Rational Terminal Engineering Enabled Vulnerable Exocyclic-Vinyl-Free Nonfullerene Acceptors for Sensitive and Durable Near-Infrared Organic Photodetectors

The advancement of acceptor-donor-acceptor (A-D-A)-type nonfullerene acceptors (NFAs) has significantly enhanced the near-infrared organic photodetector (NIR OPD) performance. However, structural instability arising from vulnerable exocyclic vinyl bridges between donor (D) and acceptor (A) units remains a critical challenge for both material and device durability. Herein, we break this bottleneck through a pioneering terminal engineering strategy and present the judicious design and synthesis of novel electron-withdrawing 2-(2-bromo-3-cyano-8H-indeno[2,1-b]thiophen-8-ylidene)malononitrile (ITC2H) toward exocyclic-vinyl-free NFAs.

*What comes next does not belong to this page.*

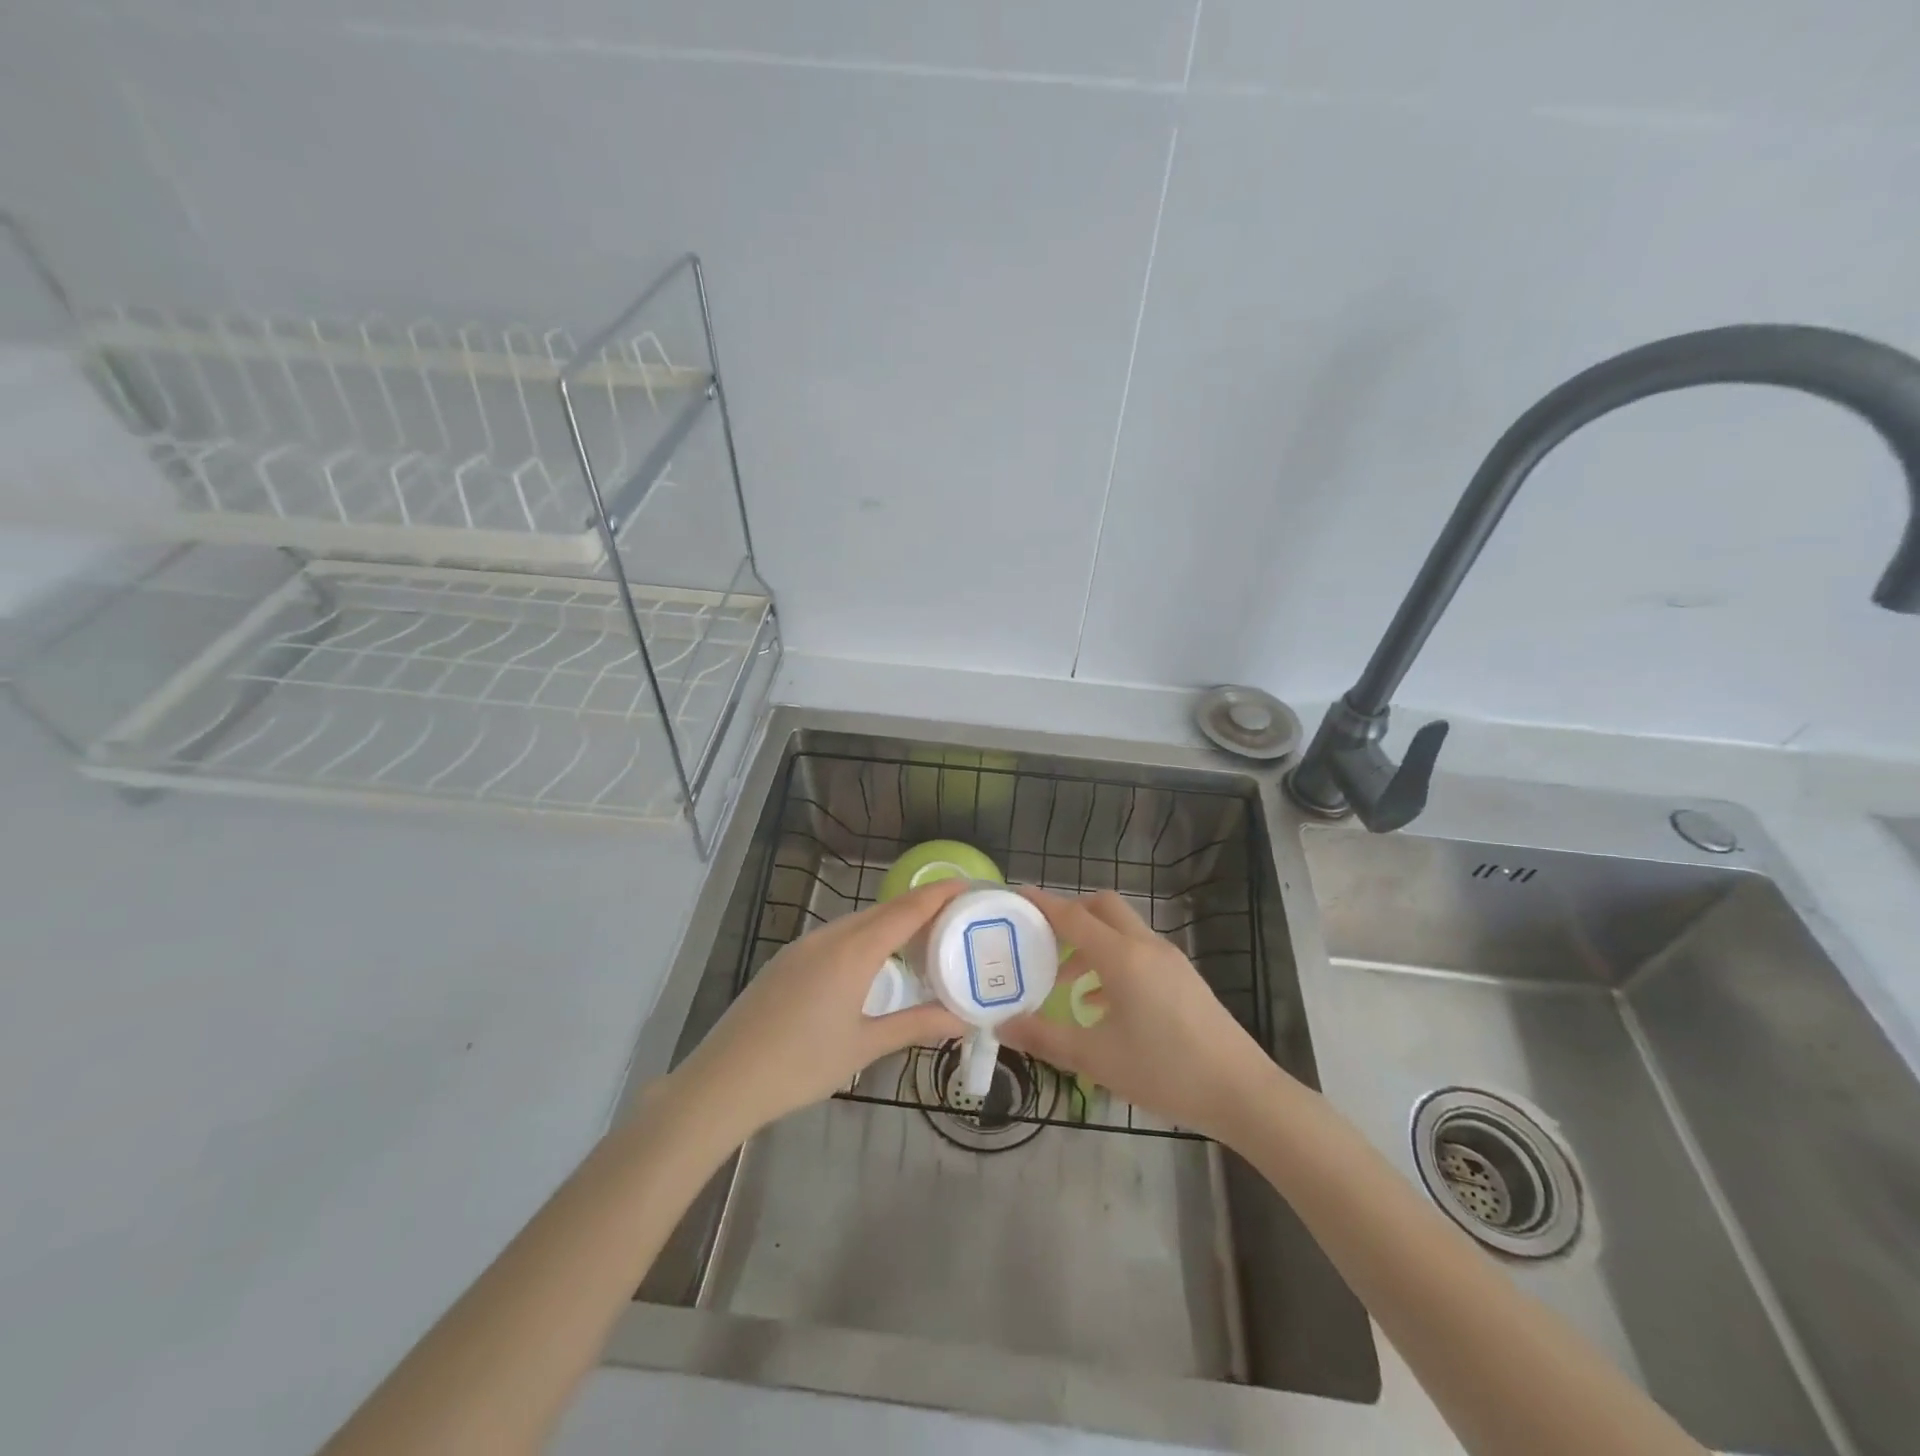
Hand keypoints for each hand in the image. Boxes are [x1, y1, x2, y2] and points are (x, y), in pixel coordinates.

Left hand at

Compared with the classical NFA (BTP-IC2H), the ITC2H-flanked derivative BTP-ITC2H exhibits not only enhanced chemical/photostability but also improved crystallinity, broadened and red-shifted absorption spectrum, optimized miscibility with polymer donor, and reduced reorganization energy. These synergistic advantages yield an optimized nanomorphology with suppressed trap states and favorable charge transport dynamics. The resulting self-powered OPD achieves a dark current density (J_d) of 3.3 × 10^-11 A cm^-2 and noise-limited specific detectivity (D*_sh) surpassing 10¹³ Jones across 310-910 nm, coupled with a linear dynamic range (LDR) of 141 dB and superior thermal stability. The generality of this design paradigm is demonstrated by extending ITC2H to its halogenated analogues, enabling response extension to 1300 nm with a J_d of 3.87 × 10^-11 A cm^-2 and D*_sh approaching 10¹³ Jones even at 1200 nm, underscoring their versatility for diverse applications. The molecular engineering paradigm in this work provides critical insights into structure-stability-performance relationships, advancing the development of robust and efficient organic optoelectronics for practical implementation.